Like many other states, New Hampshire has a two-tier system for adjudicating less serious criminal cases. See Colten v. Kentucky, 407 U.S. 104, 112, 92 S.Ct. 1953, 1958, 32 L.Ed.2d 584 (1972). As established under the authority of this state’s constitution (N.H.Const. pt. II, art. 77), that system provides that a person charged with a misdemeanor such as criminal trespass (N.H. RSA 635:2) may be tried initially without a jury in the district court for the district wherein the offense was committed. State v. Handfield, 115 N.H. 628, 629, 348 A.2d 352, 353 (1975), appeal dismissed 427 U.S. 909, 96 S.Ct. 3196, 49 L.Ed.2d 1201 (1976); RSA 502-A:ll. 2 If found guilty, a person so charged is given the right to appeal to the superior court with a trial by jury unless waived. Handfield, supra; RSA 592-A:2, RSA 502-A:12, RSA 599:1. The effect of such an appeal is to vacate the district court’s judgment and transfer the whole proceeding for trial de novo on the original complaint, unless amended, or on an information substituted for the original complaint. State v. Green, 105 N.H. 260, 261, 197 A.2d 204, 205 (1964).
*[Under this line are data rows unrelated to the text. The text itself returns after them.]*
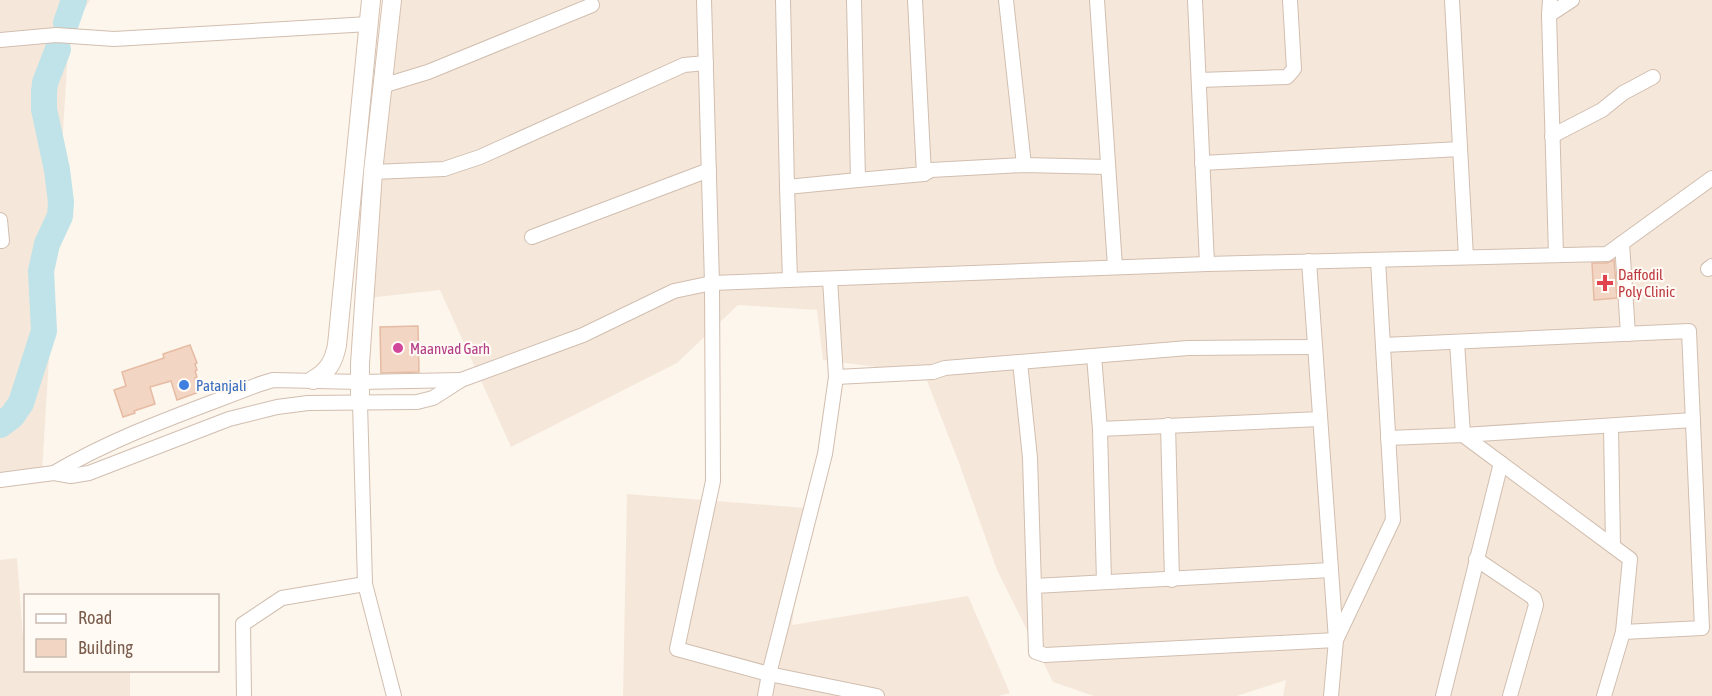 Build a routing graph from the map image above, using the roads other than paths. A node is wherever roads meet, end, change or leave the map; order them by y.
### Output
1 (371, 0) edge
2 (392, 0) edge
3 (705, 0) edge
4 (783, 0) edge
5 (854, 0) edge
6 (915, 0) edge
7 (1006, 0) edge
8 (1097, 0) edge
9 (1196, 0) edge
10 (1290, 0) edge
11 (1452, 0) edge
12 (1550, 0) edge
13 (1572, 0) edge
14 (596, 2) edge
15 (1549, 15) junction
16 (369, 24) junction
17 (0, 40) edge
18 (706, 63) junction
19 (1653, 77) dead end
20 (1199, 80) junction
21 (382, 86) junction
22 (1552, 136) junction
23 (1460, 149) junction
24 (1202, 163) junction
25 (1023, 165) junction
26 (1108, 167) junction
27 (709, 170) junction
28 (373, 172) junction
29 (924, 174) junction
30 (1712, 178) edge
31 (858, 180) junction
32 (787, 187) junction
33 (0, 220) edge
34 (532, 237) dead end
35 (0, 241) edge
36 (1622, 243) junction
37 (1556, 255) junction
38 (1466, 257) junction
39 (1378, 260) junction
40 (1309, 261) junction
41 (1207, 264) junction
42 (1115, 267) junction
43 (830, 279) junction
44 (790, 280) junction
45 (711, 283) junction
46 (1628, 334) junction
47 (1458, 342) junction
48 (1383, 345) junction
49 (1315, 347) junction
50 (1094, 356) junction
51 (1020, 362) junction
52 (836, 377) junction
53 (313, 380) junction
54 (461, 380) junction
55 (360, 382) junction
56 (360, 403) junction
57 (1320, 419) junction
58 (1693, 420) junction
59 (1168, 425) junction
60 (1611, 426) junction
61 (1100, 429) junction
62 (1463, 435) junction
63 (1388, 438) junction
64 (1501, 463) junction
65 (54, 473) junction
66 (0, 480) edge
67 (1613, 546) junction
68 (1476, 559) junction
69 (1331, 570) junction
70 (1172, 580) junction
71 (1104, 582) junction
72 (364, 584) junction
73 (1034, 586) junction
74 (1707, 628) edge
75 (1623, 632) junction
76 (1336, 640) junction
77 (769, 674) junction
78 (244, 696) edge
79 (394, 696) edge
80 (765, 696) edge
81 (877, 696) edge
82 (1331, 696) edge
83 (1443, 696) edge
84 (1510, 696) edge
85 (1604, 696) edge

1 - 16 street
2 - 21 street
3 - 18 street
4 - 32 street
5 - 31 street
6 - 29 street
7 - 25 street
8 - 26 street
9 - 20 street
10 - 20 street
11 - 23 street
12 - 15 street
13 - 15 street
14 - 21 street
15 - 22 street
16 - 17 street
16 - 53 street
18 - 27 street
18 - 28 street
19 - 22 street
20 - 24 street
21 - 28 street
22 - 37 street
23 - 24 street
23 - 38 street
24 - 41 street
25 - 26 street
25 - 29 street
26 - 42 street
27 - 34 street
27 - 45 street
28 - 55 street
29 - 31 street
30 - 36 street
31 - 32 street
32 - 44 street
33 - 35 street
36 - 37 street
36 - 46 street
37 - 38 street
38 - 39 street
39 - 40 street
39 - 48 street
40 - 41 street
40 - 49 street
41 - 42 street
42 - 43 street
43 - 44 street
43 - 52 street
44 - 45 street
45 - 54 street
45 - 77 street
46 - 47 street
46 - 58 street
47 - 48 street
47 - 62 street
48 - 63 street
49 - 50 street
49 - 57 street
50 - 51 street
50 - 61 street
51 - 52 street
51 - 73 street
52 - 77 street
53 - 55 street
53 - 65 street
54 - 55 street
54 - 56 street
55 - 56 street
56 - 65 street
56 - 72 street
57 - 59 street
57 - 69 street
58 - 60 street
58 - 74 street
59 - 61 street
59 - 70 street
60 - 62 street
60 - 67 street
61 - 71 street
62 - 63 street
62 - 64 street
63 - 76 street
64 - 67 street
64 - 68 street
65 - 66 street
67 - 75 street
68 - 83 street
68 - 84 street
69 - 70 street
69 - 76 street
70 - 71 street
71 - 73 street
72 - 78 street
72 - 79 street
73 - 76 street
74 - 75 street
75 - 85 street
76 - 82 street
77 - 80 street
77 - 81 street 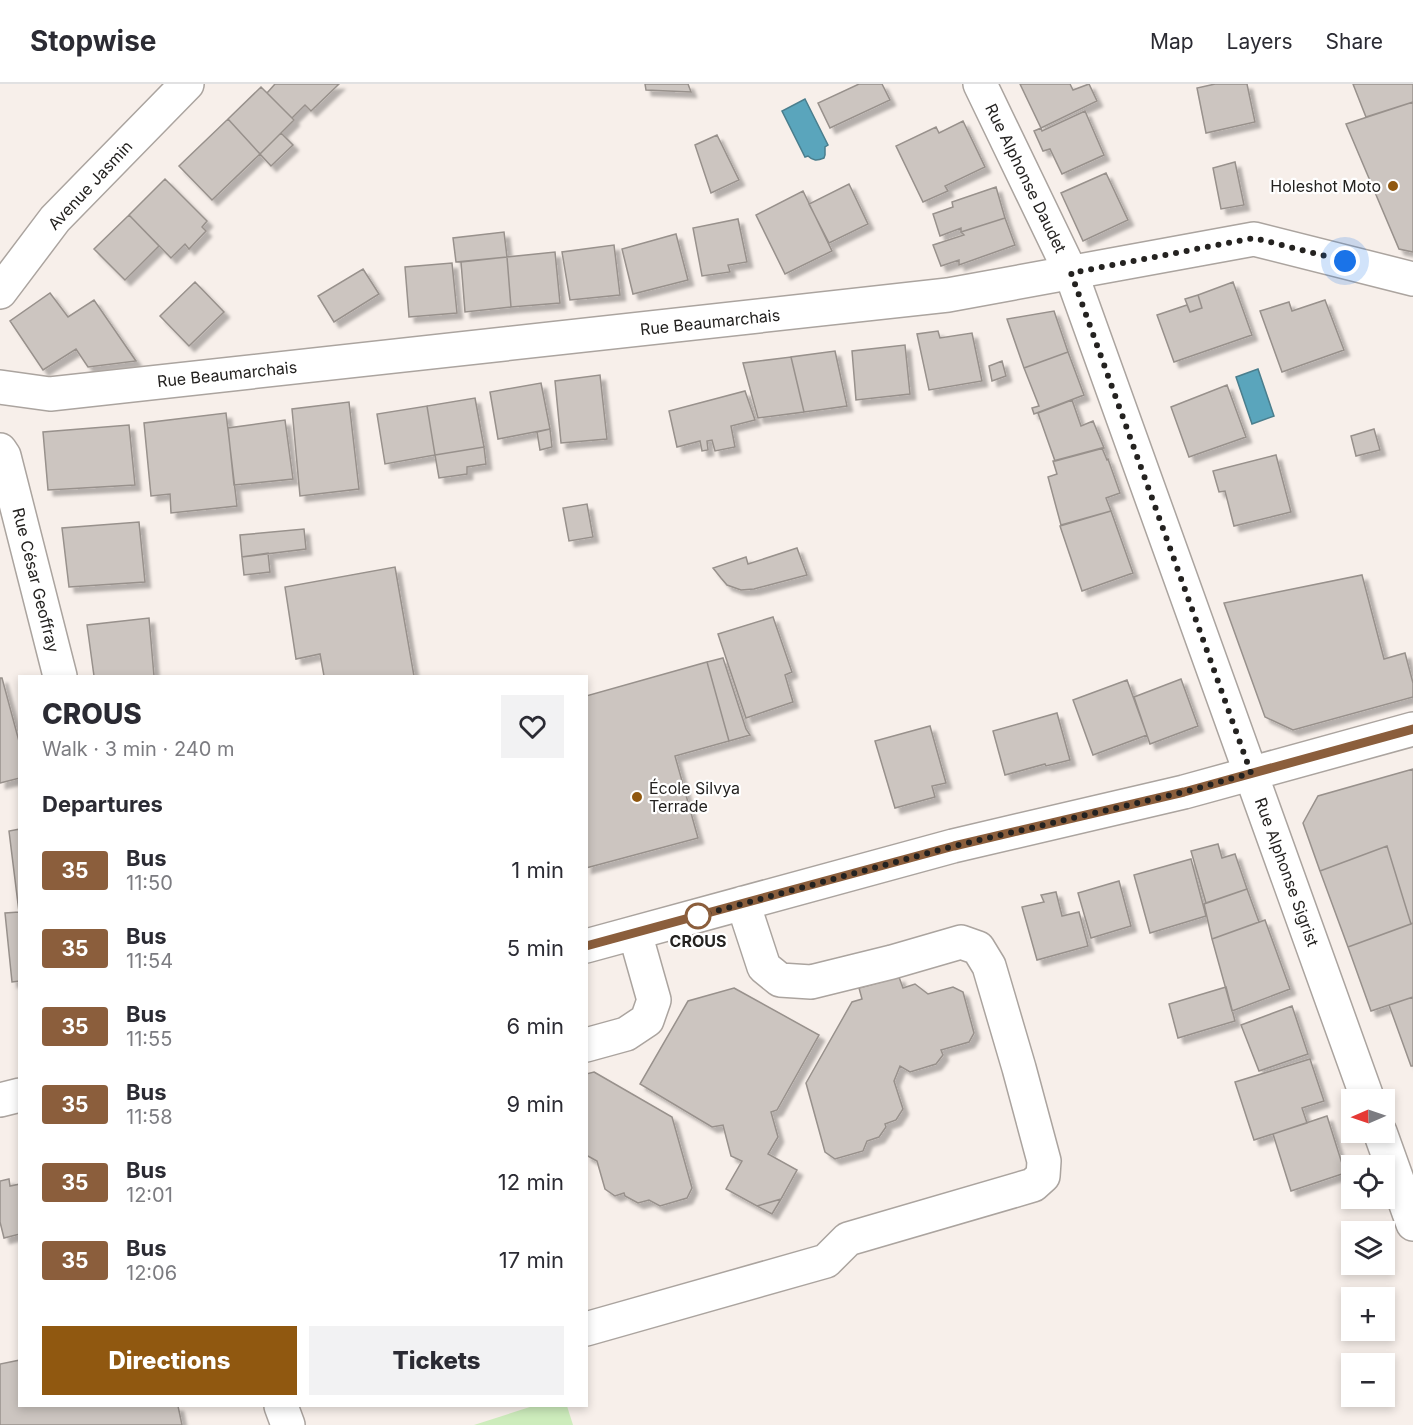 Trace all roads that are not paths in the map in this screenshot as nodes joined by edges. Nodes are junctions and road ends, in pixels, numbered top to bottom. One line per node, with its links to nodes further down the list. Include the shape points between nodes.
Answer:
1 (187, 84): 5 (street, Avenue Jasmin, via 55,219)
2 (980, 84): 3 (street, Rue Alphonse Daudet)
3 (1071, 273): 4 (street, Rue Beaumarchais, via 1254,238); 6 (street, Rue Beaumarchais, via 948,295 62,393); 10 (street, Rue Alphonse Sigrist)
4 (1413, 279)
5 (0, 292)
6 (0, 387)
7 (0, 450): 8 (street, Rue César Geoffray)
8 (60, 675)
9 (1413, 729): 10 (street)
10 (1251, 773): 11 (street); 15 (street, Rue Alphonse Sigrist)
11 (743, 903): 12 (street); 20 (street, via 764,967 780,980 811,982 962,942 978,948 989,966 1019,1068 1044,1161 1043,1176 1033,1185 848,1239 826,1261)
12 (635, 933): 13 (street); 14 (street, via 654,1000 647,1020 626,1034)
13 (588, 945)
14 (588, 1044)
15 (1364, 1089)
16 (18, 1096): 17 (street)
17 (0, 1100)
18 (1384, 1143): 19 (street)
19 (1413, 1224)
20 (588, 1328)
21 (281, 1407): 22 (street)
22 (288, 1425)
*435 As we noted in Tsoumas v. State of New Hampshire, 472 F.Supp. 1134, 1135 (D.N.H. 1979), aff’d, 611 F.2d 412 (1st Cir. 1980), approximately 1400 anti-nuclear demonstrators were arrested following the demonstration in which petitioner was a participant. As indicated in the July 3, 1979, Opinion and Order Re 1977 Trespass Cases of the Rockingham County Superior Court, the prospect of having to conduct de novo superior court trials in each of these cases as is mandated by the above two-tier arrangement placed a severe strain upon that county’s judicial and prosecutorial resources. Appended to petitioner’s brief before the Supreme Court of New Hampshire are four documents that reveal the prosecution’s response to this situation.
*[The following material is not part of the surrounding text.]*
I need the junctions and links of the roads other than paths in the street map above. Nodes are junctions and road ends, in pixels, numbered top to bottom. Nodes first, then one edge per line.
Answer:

In the first of these documents — a newspaper story — the opening line reports that “Anti-nuclear demonstrators appealing convictions on criminal trespass charges may end up with stiffer sentences by the time they leave Superior Court, Assistant County Attorney Peter McFarlane said yesterday.” Referring to the 30-day-sentence/$100-fine dispositions that had been previously meted out in most cases by the district court, McFarlane (who reportedly prosecuted most of those cases at that earlier stage) was quoted later in the article as stating “I can do a lot worse by them than that. If they’re found guilty here (in Superior Court) I’ll recommend a six month jail sentence.” 3 The second document is a sworn affidavit by petitioner herself executed on October 1, 1979, wherein Ms. Koski states that

I was in Rockingham Superior Court on May 21, 1979, about to go in for the drawing of the jury, when Assistant County Attorney Peter A. McFarlane pointed his finger at me and said, “Remand now back to District Court. We’re slapping them with six-month sentences. I don’t care if you’re a nun, or what, we’re slapping them with six-month sentences. Remand now.”
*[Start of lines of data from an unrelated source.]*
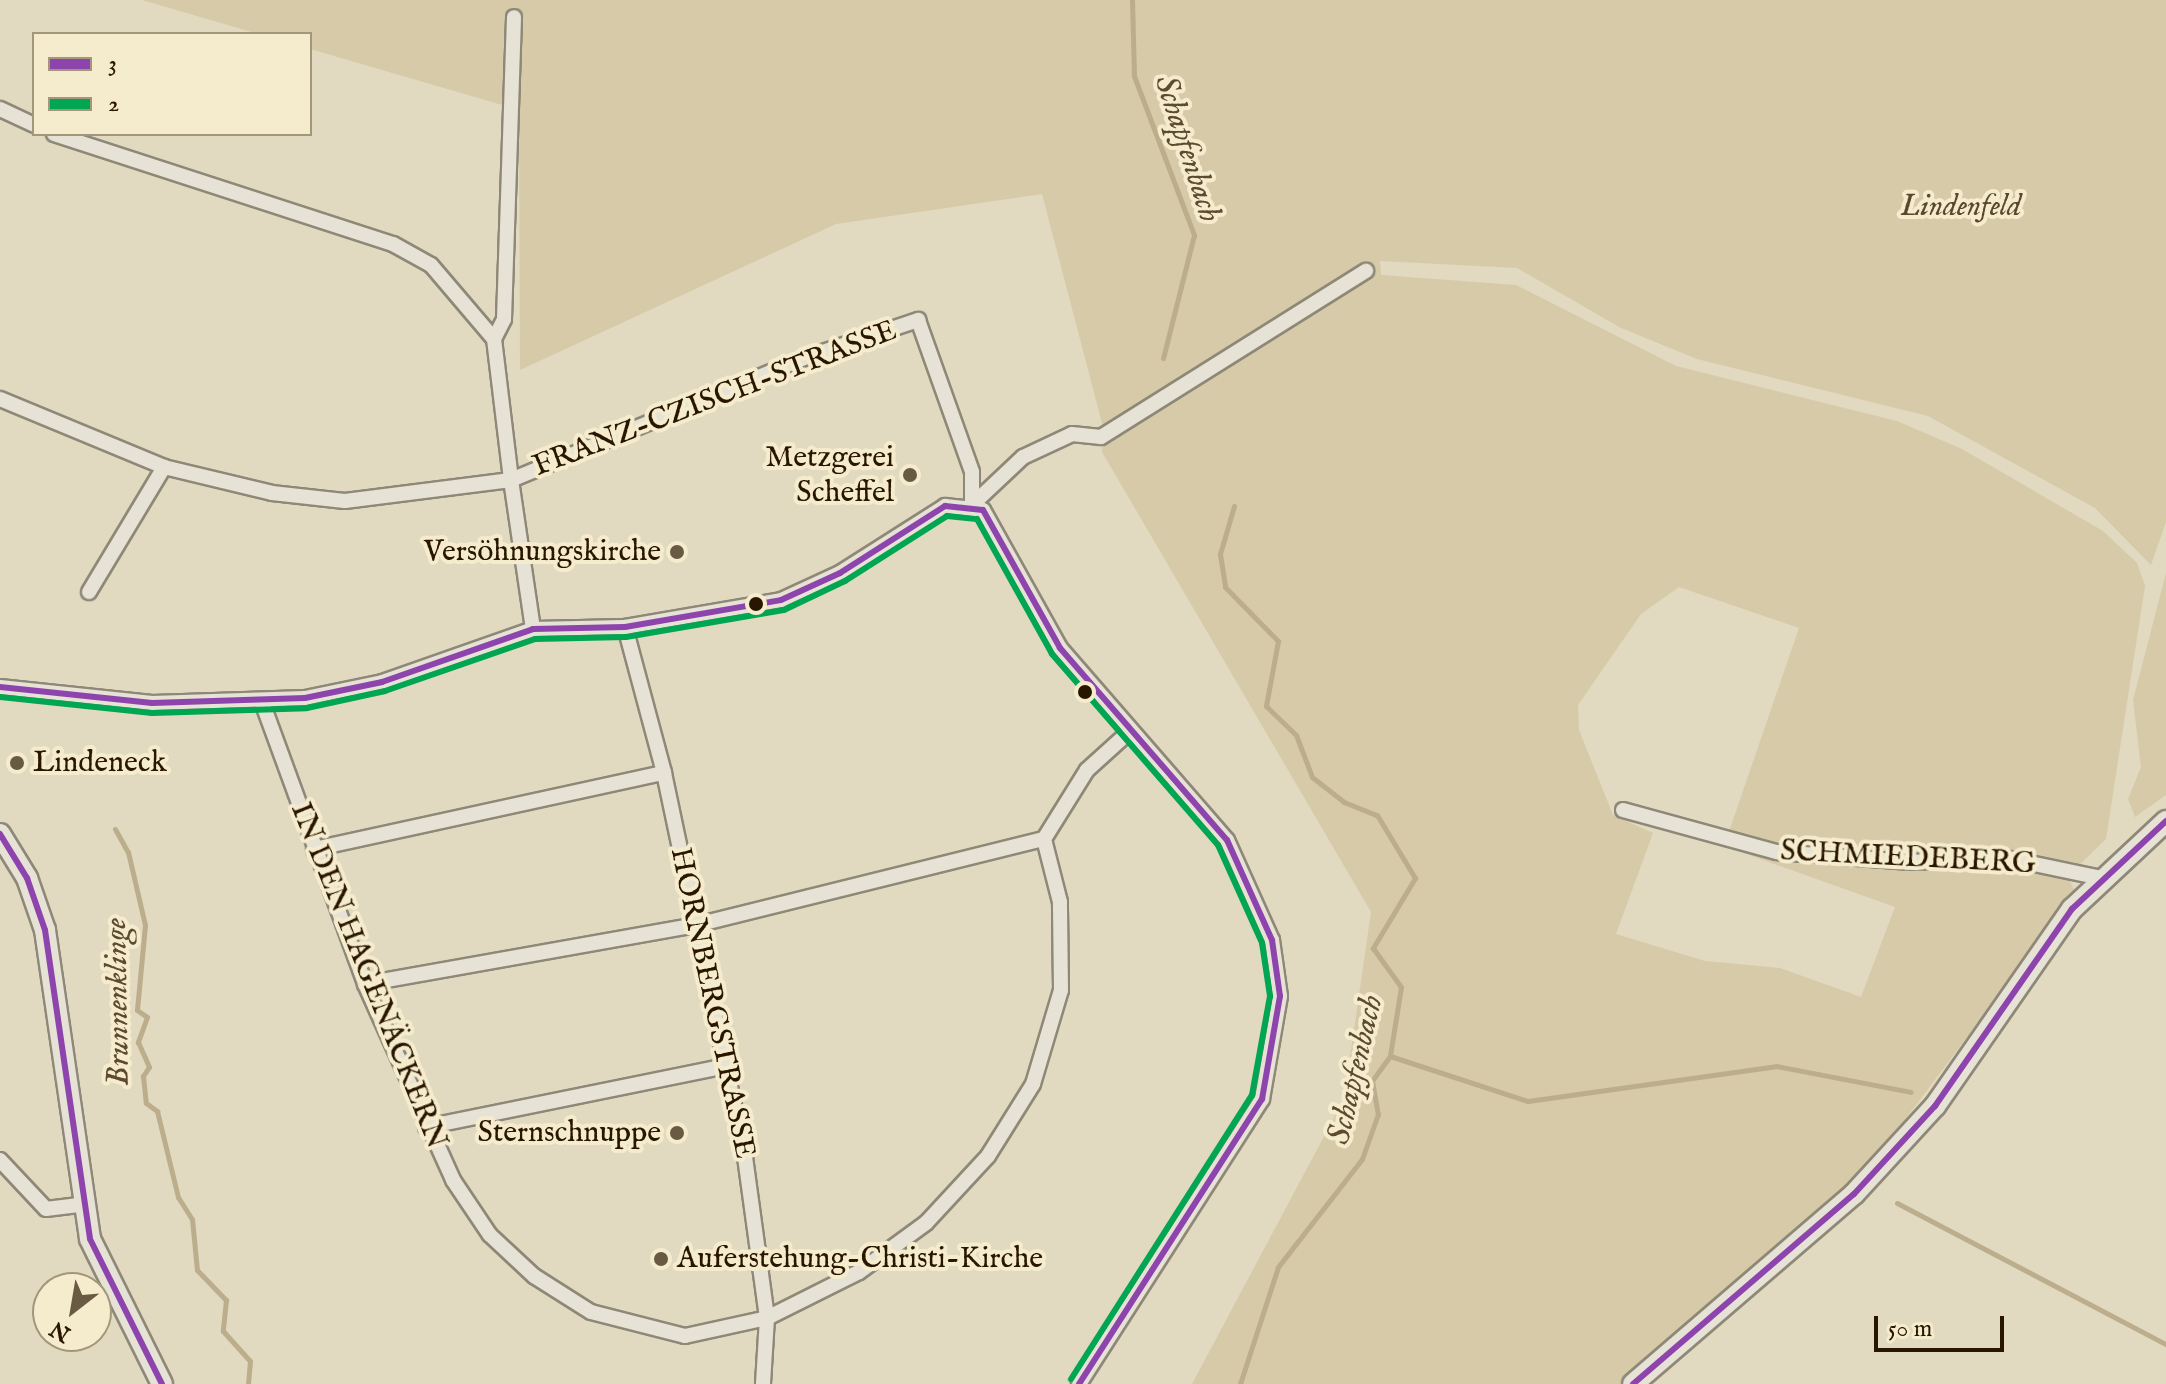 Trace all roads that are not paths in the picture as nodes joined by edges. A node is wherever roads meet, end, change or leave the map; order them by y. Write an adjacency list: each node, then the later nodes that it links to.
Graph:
1 (514, 17): 6 (street)
2 (0, 109): 3 (street)
3 (32, 124)
4 (60, 136): 6 (street)
5 (1366, 271): 10 (street)
6 (494, 339): 9 (street)
7 (0, 399): 8 (street)
8 (164, 467): 9 (street); 11 (street)
9 (511, 480): 10 (street, FRANZ-CZISCH-STRASSE); 13 (street)
10 (972, 505): 12 (street); 16 (street)
11 (89, 592)
12 (625, 627): 13 (street); 17 (street, HORNBERGSTRASSE)
13 (533, 629): 15 (street)
14 (0, 687): 15 (street)
15 (262, 702): 22 (street, IN DEN HAGENÄCKERN)
16 (1129, 732): 21 (street); 33 (street)
17 (664, 773): 22 (street); 24 (street, HORNBERGSTRASSE)
18 (1623, 810): 23 (street, SCHMIEDEBERG)
19 (2166, 821): 23 (street)
20 (0, 834): 29 (street)
21 (1044, 839): 24 (street); 30 (street, IN DEN HAGENÄCKERN)
22 (314, 849): 25 (street, IN DEN HAGENÄCKERN)
23 (2101, 878): 34 (street)
24 (696, 925): 25 (street); 26 (street, HORNBERGSTRASSE)
25 (365, 984): 27 (street, IN DEN HAGENÄCKERN)
26 (725, 1066): 27 (street); 30 (street, HORNBERGSTRASSE)
27 (426, 1127): 30 (street, IN DEN HAGENÄCKERN)
28 (0, 1160): 29 (street)
29 (85, 1204): 31 (street)
30 (767, 1318): 32 (street, HORNBERGSTRASSE)
31 (162, 1384)
32 (763, 1384)
33 (1079, 1384)
34 (1633, 1384)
The third document is a sworn affidavit dated October 1, 1979, of one Scott F. Brown, an anti-nuclear demonstrator who, like petitioner, was arrested during the weekend of May 1, 1977, and whose ease was processed within the two-tier system described above. Mr. Brown relates that

during the morning of March 12, 1979, when he was at the Rockingham County Superior Court on matters related to his arrest,

Mr. McFarlane turned to me and said that he did not see why people were carrying forward with appeals in these cases since the issues had already been decided by the verdicts of four juries in previous cases of similar origin, and by certain findings in the State Supreme Court.